#### ABOUT THIS TASK:
When a line in the data below includes "thumb", count it; then give only the total.

#### Keypoint text descriptions:
<<<<
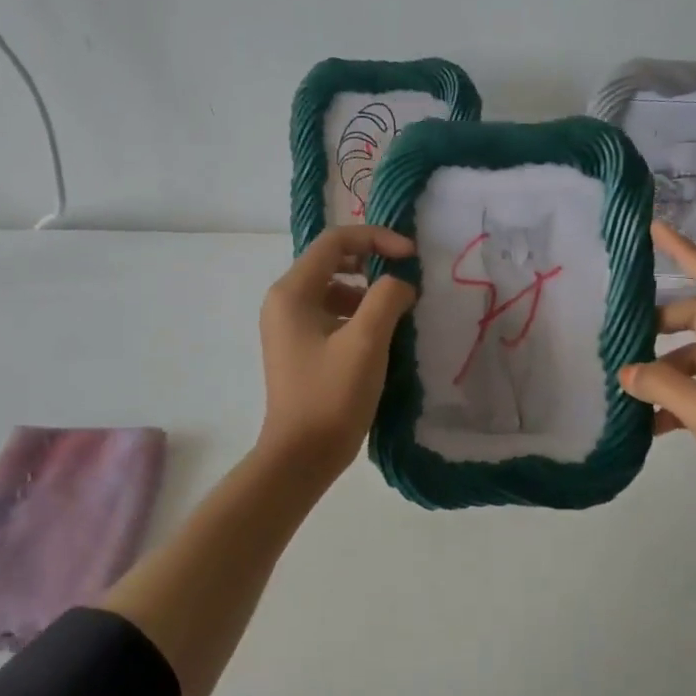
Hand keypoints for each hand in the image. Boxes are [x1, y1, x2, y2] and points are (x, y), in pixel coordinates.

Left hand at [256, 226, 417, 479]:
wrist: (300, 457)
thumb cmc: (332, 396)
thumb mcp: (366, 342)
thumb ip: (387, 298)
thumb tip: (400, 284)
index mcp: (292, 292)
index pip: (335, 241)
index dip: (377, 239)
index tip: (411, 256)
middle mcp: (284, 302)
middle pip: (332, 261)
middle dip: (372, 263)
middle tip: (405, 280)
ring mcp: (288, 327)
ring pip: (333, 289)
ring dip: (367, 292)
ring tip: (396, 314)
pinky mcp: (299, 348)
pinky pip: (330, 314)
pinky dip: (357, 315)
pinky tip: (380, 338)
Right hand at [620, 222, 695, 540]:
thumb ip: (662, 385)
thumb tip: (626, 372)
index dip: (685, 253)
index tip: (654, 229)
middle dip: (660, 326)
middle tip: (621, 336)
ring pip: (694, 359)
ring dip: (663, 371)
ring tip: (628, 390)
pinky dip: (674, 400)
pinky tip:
>>>>
#### ANSWER FOR THE TASK:
6